__What this task involves__.
Transcribe the records exactly. Pictures do not belong in the transcription.

Stored data
···

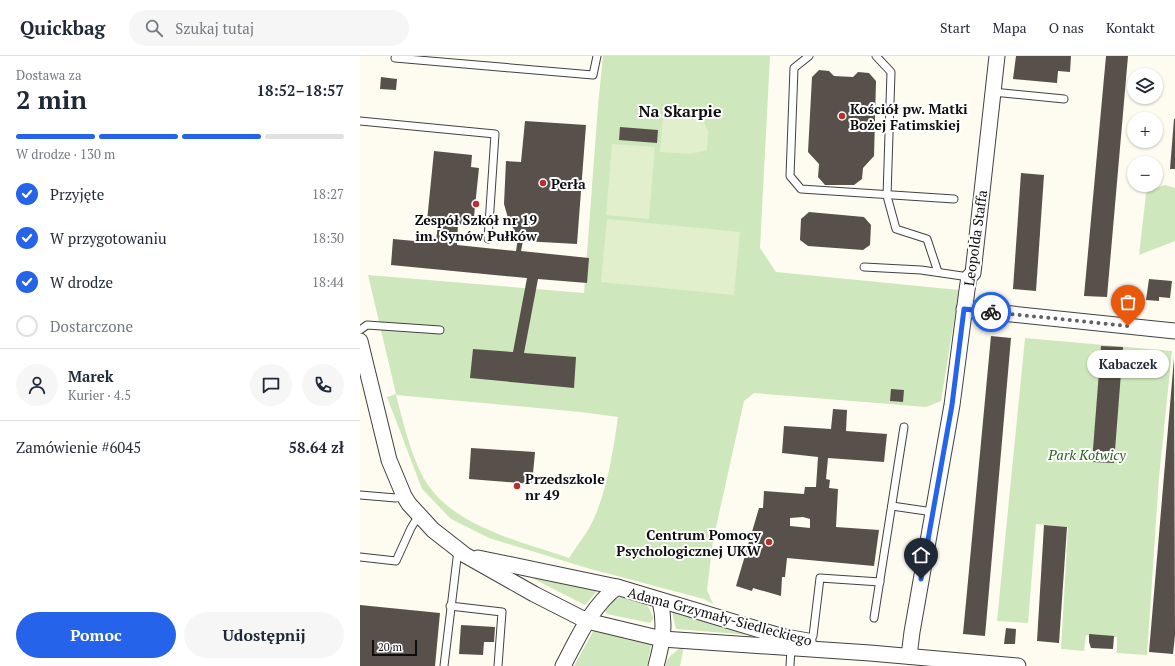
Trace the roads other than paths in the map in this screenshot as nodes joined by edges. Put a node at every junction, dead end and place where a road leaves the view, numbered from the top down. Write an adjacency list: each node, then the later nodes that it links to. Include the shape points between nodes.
1 (597, 56): 5 (lane, via 593,75)
2 (808, 56): 9 (lane, via 794,68 790,176 801,189)
3 (876, 56): 9 (lane, via 891,72)
4 (997, 56): 6 (street, Leopolda Staffa)
5 (395, 58)
6 (993, 92): 7 (lane); 14 (street, Leopolda Staffa)
7 (1064, 99)
8 (360, 121): 11 (lane, via 495,134)
9 (887, 196): 10 (lane); 13 (lane, via 896,229 927,239)
10 (954, 199)
11 (488, 240)
12 (864, 267): 13 (lane)
13 (938, 272): 14 (lane)
14 (970, 277): 15 (street, Leopolda Staffa)
15 (964, 309): 18 (street); 24 (street, Leopolda Staffa, via 952,405)
16 (360, 330): 17 (lane, via 366,325)
17 (440, 330)
18 (1175, 331)
19 (360, 341): 22 (street, Adama Grzymały-Siedleckiego, via 389,460)
20 (904, 427): 23 (lane)
21 (360, 495): 22 (lane, via 396,498)
22 (404, 496): 25 (street, Adama Grzymały-Siedleckiego)
23 (892, 506): 24 (lane); 28 (lane)
24 (933, 512): 38 (street, Leopolda Staffa)
25 (419, 515): 26 (street, Adama Grzymały-Siedleckiego, via 433,530); 27 (lane, via 396,560)
26 (461, 552): 29 (street, Adama Grzymały-Siedleckiego); 31 (lane); 33 (street, Adama Grzymały-Siedleckiego)
27 (360, 557)
28 (880, 582): 32 (lane); 34 (lane, via 820,578)
29 (617, 587): 30 (street, Adama Grzymały-Siedleckiego); 33 (street, Adama Grzymały-Siedleckiego, via 604,597)
30 (660, 601): 35 (street, via 663,614); 37 (street, Adama Grzymały-Siedleckiego, via 780,636)
31 (450, 606): 39 (lane); 40 (lane, via 502,612)
32 (874, 618)
33 (587, 621): 35 (street, Adama Grzymały-Siedleckiego); 41 (street, Adama Grzymały-Siedleckiego)
34 (813, 636)
35 (662, 639): 36 (street, Adama Grzymały-Siedleckiego); 42 (street)
36 (791, 648): 37 (street, Adama Grzymały-Siedleckiego); 43 (lane)
37 (870, 653): 38 (street, Adama Grzymały-Siedleckiego)
38 (910, 656): 44 (street, Adama Grzymały-Siedleckiego)
39 (444, 666)
40 (498, 666)
41 (563, 666)
42 (656, 666)
43 (790, 666)
44 (1018, 666)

···

__Solution__.
Trace the roads other than paths in the map in this screenshot as nodes joined by edges. Put a node at every junction, dead end and place where a road leaves the view, numbered from the top down. Write an adjacency list: each node, then the later nodes that it links to. Include the shape points between nodes.
1 (597, 56): 5 (lane, via 593,75)
2 (808, 56): 9 (lane, via 794,68 790,176 801,189)
3 (876, 56): 9 (lane, via 891,72)
4 (997, 56): 6 (street, Leopolda Staffa)
5 (395, 58)
6 (993, 92): 7 (lane); 14 (street, Leopolda Staffa)
7 (1064, 99)
8 (360, 121): 11 (lane, via 495,134)
9 (887, 196): 10 (lane); 13 (lane, via 896,229 927,239)
10 (954, 199)
11 (488, 240)
12 (864, 267): 13 (lane)
13 (938, 272): 14 (lane)
14 (970, 277): 15 (street, Leopolda Staffa)
15 (964, 309): 18 (street); 24 (street, Leopolda Staffa, via 952,405)
16 (360, 330): 17 (lane, via 366,325)
17 (440, 330)
18 (1175, 331)
19 (360, 341): 22 (street, Adama Grzymały-Siedleckiego, via 389,460)
20 (904, 427): 23 (lane)
21 (360, 495): 22 (lane, via 396,498)
22 (404, 496): 25 (street, Adama Grzymały-Siedleckiego)
23 (892, 506): 24 (lane); 28 (lane)
24 (933, 512): 38 (street, Leopolda Staffa)
25 (419, 515): 26 (street, Adama Grzymały-Siedleckiego, via 433,530); 27 (lane, via 396,560)
26 (461, 552): 29 (street, Adama Grzymały-Siedleckiego); 31 (lane); 33 (street, Adama Grzymały-Siedleckiego)
27 (360, 557)
28 (880, 582): 32 (lane); 34 (lane, via 820,578)
29 (617, 587): 30 (street, Adama Grzymały-Siedleckiego); 33 (street, Adama Grzymały-Siedleckiego, via 604,597)
30 (660, 601): 35 (street, via 663,614); 37 (street, Adama Grzymały-Siedleckiego, via 780,636)
31 (450, 606): 39 (lane); 40 (lane, via 502,612)
32 (874, 618)
33 (587, 621): 35 (street, Adama Grzymały-Siedleckiego); 41 (street, Adama Grzymały-Siedleckiego)
34 (813, 636)
35 (662, 639): 36 (street, Adama Grzymały-Siedleckiego); 42 (street)
36 (791, 648): 37 (street, Adama Grzymały-Siedleckiego); 43 (lane)
37 (870, 653): 38 (street, Adama Grzymały-Siedleckiego)
38 (910, 656): 44 (street, Adama Grzymały-Siedleckiego)
39 (444, 666)
40 (498, 666)
41 (563, 666)
42 (656, 666)
43 (790, 666)
44 (1018, 666)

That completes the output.